[Start of Attachment]

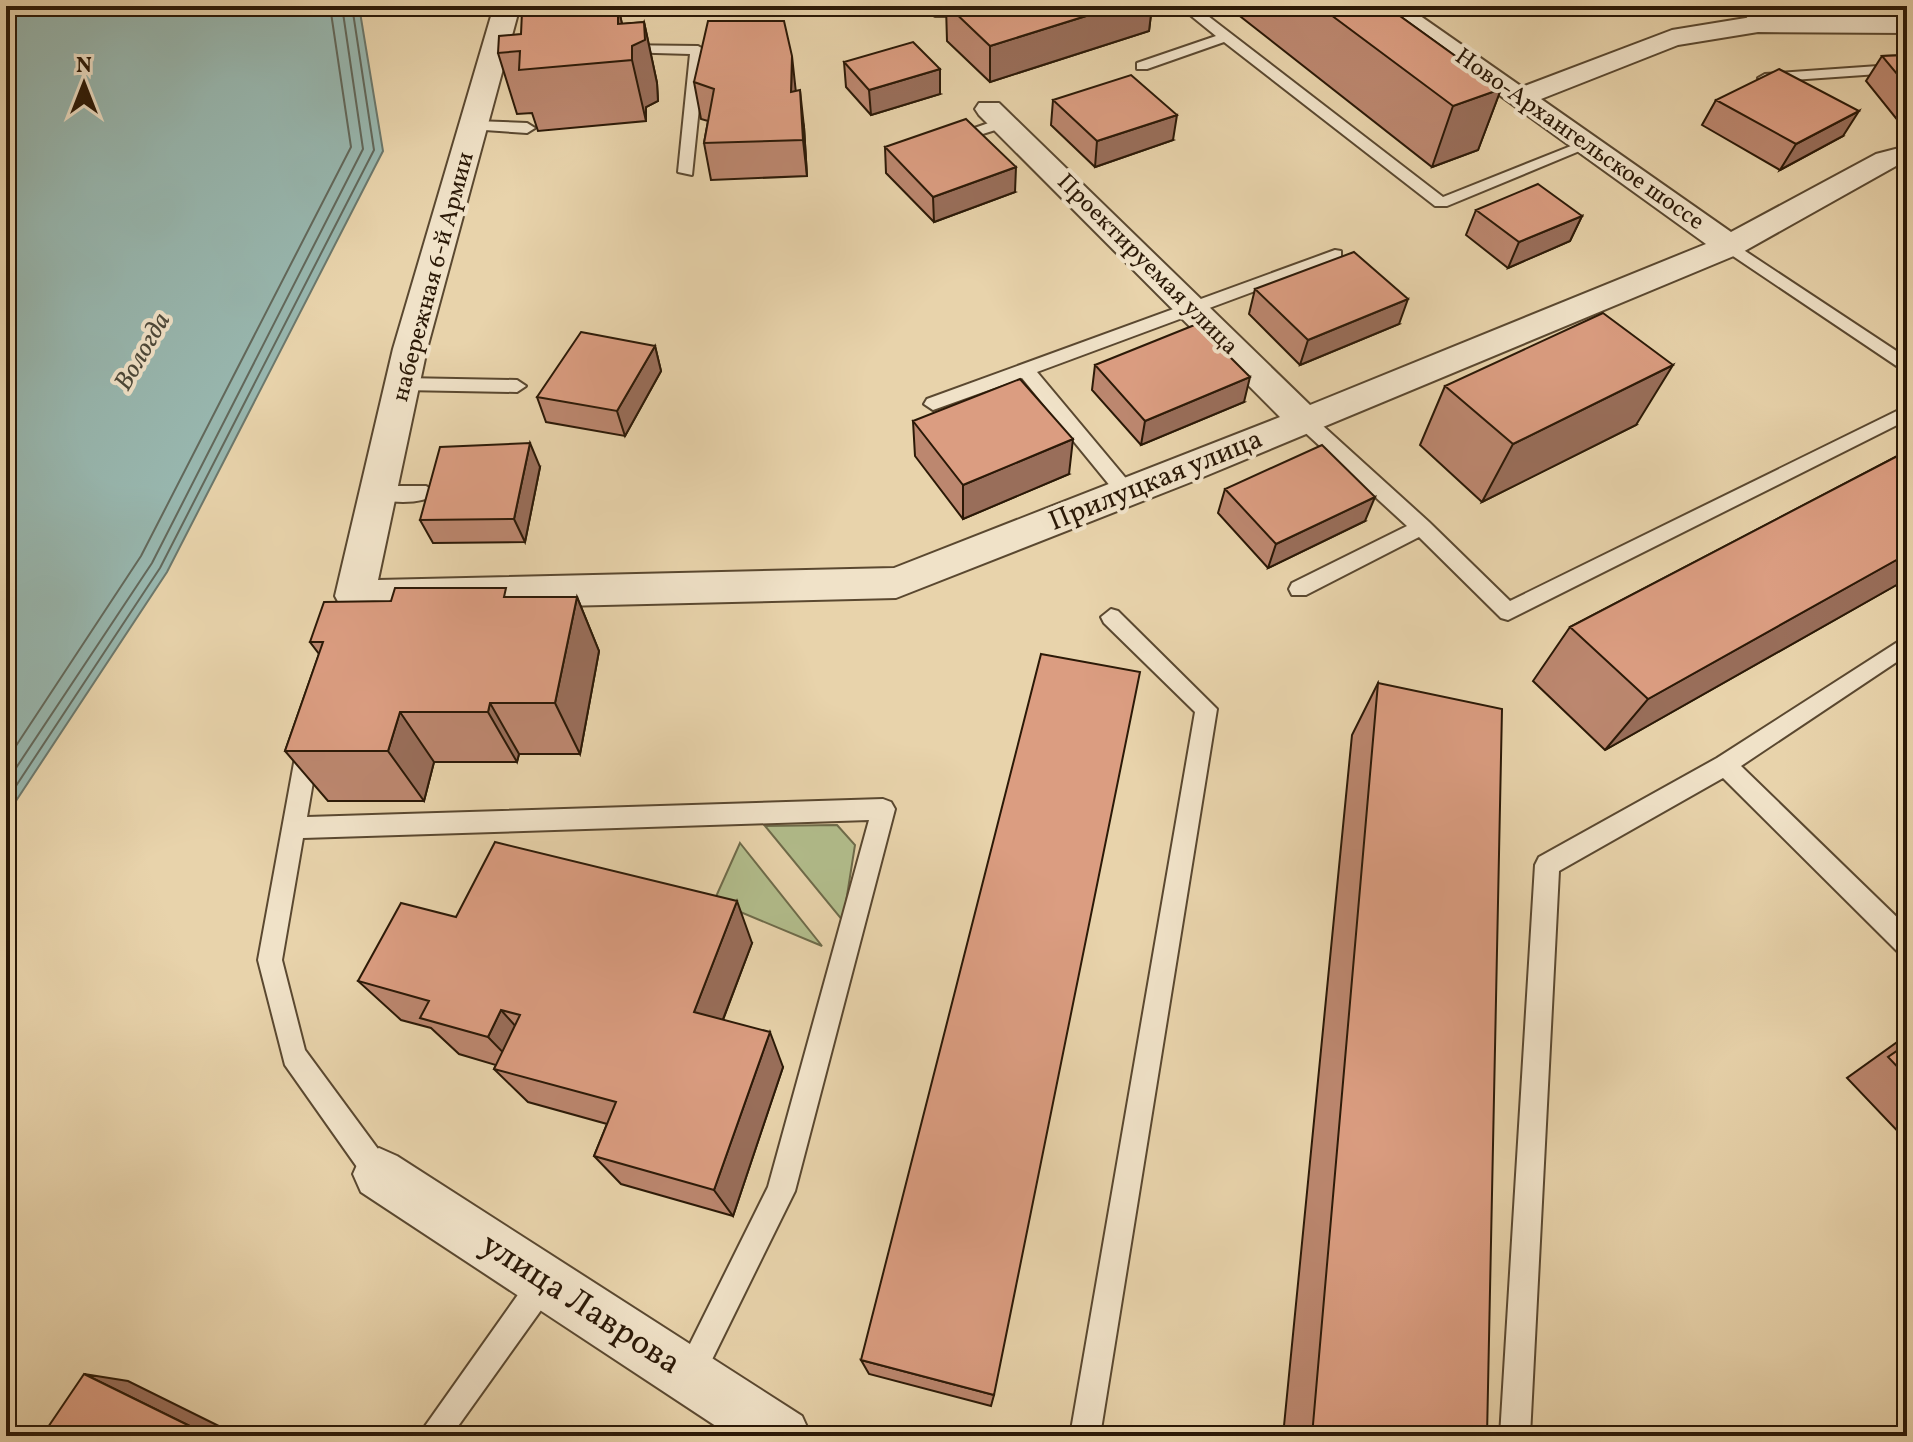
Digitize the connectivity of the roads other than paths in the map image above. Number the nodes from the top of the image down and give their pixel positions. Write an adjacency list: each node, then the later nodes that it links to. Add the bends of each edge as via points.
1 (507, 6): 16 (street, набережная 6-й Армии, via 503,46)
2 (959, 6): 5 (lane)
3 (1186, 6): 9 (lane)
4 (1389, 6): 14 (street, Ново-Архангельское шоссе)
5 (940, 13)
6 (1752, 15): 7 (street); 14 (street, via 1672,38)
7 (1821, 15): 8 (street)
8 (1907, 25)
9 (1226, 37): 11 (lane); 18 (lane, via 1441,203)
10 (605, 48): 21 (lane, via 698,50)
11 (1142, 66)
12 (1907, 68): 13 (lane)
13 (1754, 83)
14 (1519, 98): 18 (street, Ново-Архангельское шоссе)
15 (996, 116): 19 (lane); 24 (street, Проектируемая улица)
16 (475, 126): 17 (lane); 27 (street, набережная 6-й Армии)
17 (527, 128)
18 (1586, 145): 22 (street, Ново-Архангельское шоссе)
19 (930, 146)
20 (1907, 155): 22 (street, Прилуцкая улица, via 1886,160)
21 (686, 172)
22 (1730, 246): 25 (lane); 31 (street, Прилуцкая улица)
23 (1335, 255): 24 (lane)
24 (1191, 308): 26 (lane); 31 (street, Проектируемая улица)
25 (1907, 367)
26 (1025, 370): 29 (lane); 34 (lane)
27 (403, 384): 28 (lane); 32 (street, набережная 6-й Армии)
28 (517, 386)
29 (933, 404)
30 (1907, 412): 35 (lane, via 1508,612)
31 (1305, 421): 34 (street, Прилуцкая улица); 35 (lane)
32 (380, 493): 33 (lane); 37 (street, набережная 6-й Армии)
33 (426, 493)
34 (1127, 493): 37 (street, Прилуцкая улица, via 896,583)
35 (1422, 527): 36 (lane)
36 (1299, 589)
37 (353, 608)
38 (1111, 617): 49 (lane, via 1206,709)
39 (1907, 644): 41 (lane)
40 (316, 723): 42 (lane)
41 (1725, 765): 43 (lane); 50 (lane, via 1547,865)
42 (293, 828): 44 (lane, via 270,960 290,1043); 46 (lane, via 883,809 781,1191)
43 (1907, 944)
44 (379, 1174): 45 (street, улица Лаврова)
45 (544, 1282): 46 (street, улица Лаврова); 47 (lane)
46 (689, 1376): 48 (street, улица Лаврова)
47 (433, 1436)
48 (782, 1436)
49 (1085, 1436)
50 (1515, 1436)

[End of Attachment]
[Start of Attachment]

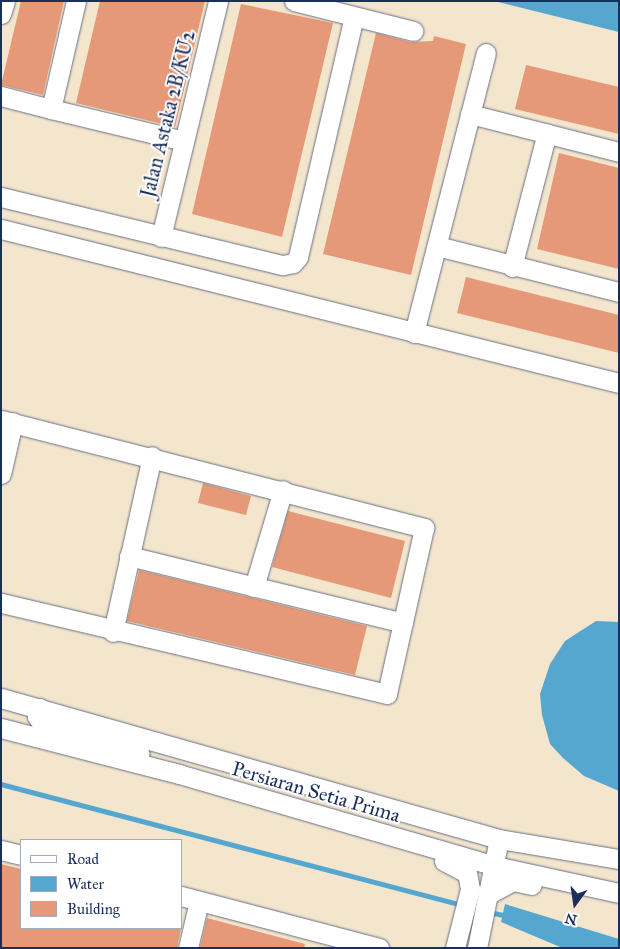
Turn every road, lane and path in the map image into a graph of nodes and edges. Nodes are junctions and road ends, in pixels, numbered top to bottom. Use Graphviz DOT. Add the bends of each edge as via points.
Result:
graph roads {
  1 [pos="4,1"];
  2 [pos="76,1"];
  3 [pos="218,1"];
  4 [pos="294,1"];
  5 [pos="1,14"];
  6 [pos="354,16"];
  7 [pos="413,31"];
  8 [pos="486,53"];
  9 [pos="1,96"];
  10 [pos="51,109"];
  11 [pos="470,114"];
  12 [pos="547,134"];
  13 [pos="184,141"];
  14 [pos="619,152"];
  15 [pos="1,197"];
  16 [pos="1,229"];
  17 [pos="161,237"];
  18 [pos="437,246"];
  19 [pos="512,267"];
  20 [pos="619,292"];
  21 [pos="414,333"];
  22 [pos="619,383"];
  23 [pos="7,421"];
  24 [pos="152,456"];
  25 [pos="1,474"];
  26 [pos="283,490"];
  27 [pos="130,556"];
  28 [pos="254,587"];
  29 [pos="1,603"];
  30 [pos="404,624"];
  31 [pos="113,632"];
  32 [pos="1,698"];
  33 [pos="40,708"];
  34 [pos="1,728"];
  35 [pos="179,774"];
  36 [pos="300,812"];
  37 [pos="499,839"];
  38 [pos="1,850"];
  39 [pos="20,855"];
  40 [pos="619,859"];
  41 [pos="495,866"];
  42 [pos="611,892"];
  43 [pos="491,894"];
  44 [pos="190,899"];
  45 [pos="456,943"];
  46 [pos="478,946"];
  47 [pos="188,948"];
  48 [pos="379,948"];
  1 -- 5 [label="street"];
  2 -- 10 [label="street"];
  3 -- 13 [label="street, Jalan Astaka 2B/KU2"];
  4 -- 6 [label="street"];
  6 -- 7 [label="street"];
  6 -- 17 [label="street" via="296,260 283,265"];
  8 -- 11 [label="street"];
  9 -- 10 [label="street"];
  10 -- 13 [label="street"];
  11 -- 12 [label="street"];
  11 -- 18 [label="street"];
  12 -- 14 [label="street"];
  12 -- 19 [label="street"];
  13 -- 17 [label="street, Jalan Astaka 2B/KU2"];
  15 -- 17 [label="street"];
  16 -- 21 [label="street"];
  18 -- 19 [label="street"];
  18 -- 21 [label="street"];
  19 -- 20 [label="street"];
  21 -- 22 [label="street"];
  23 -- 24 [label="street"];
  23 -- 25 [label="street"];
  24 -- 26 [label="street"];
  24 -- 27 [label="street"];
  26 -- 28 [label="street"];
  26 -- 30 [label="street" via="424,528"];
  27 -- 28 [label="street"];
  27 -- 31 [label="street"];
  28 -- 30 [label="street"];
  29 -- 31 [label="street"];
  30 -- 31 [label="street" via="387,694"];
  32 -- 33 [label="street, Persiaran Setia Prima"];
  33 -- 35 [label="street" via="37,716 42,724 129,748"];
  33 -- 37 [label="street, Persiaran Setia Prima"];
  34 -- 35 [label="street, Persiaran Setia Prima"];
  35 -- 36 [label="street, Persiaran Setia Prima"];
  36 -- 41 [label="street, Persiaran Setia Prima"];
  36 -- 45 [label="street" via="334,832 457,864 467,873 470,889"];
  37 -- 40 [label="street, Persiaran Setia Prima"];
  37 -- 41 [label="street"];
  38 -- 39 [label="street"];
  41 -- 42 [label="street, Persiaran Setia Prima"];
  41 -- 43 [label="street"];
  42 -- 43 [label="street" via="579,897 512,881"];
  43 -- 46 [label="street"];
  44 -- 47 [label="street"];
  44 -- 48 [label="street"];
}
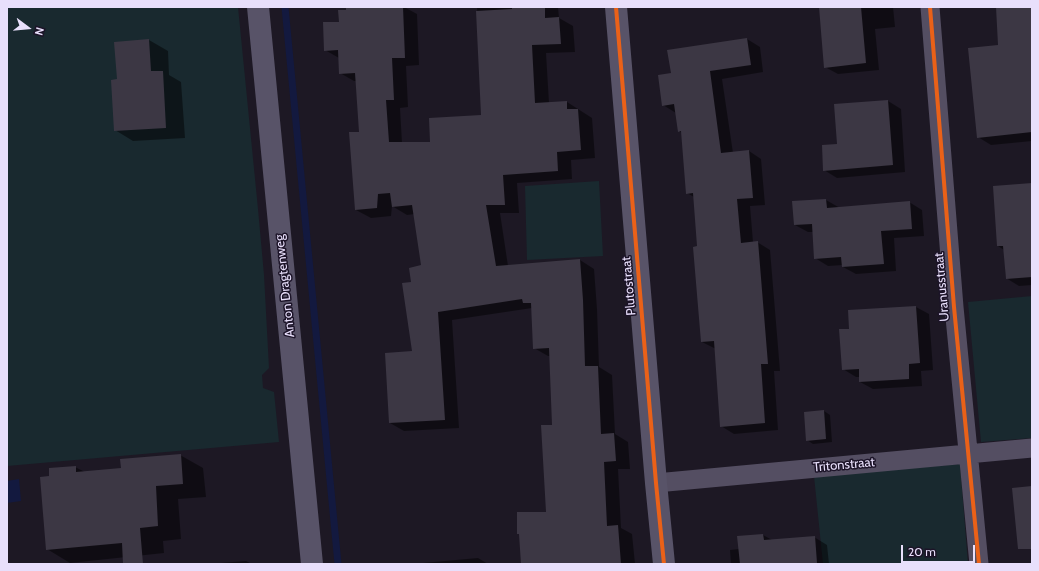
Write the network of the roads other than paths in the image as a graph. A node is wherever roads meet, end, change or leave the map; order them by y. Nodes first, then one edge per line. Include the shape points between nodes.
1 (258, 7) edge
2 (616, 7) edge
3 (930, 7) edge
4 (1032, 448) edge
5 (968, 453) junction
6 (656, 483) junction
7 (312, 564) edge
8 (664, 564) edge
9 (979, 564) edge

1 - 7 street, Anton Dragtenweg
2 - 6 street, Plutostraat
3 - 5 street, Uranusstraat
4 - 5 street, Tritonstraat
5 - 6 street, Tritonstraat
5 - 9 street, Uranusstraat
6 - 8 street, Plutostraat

[End of Attachment]

• _YOUR INSTRUCTIONS_: Going through the data, tally the lines containing "Ново" and report only the result.

• _ANSWER AREA_: 3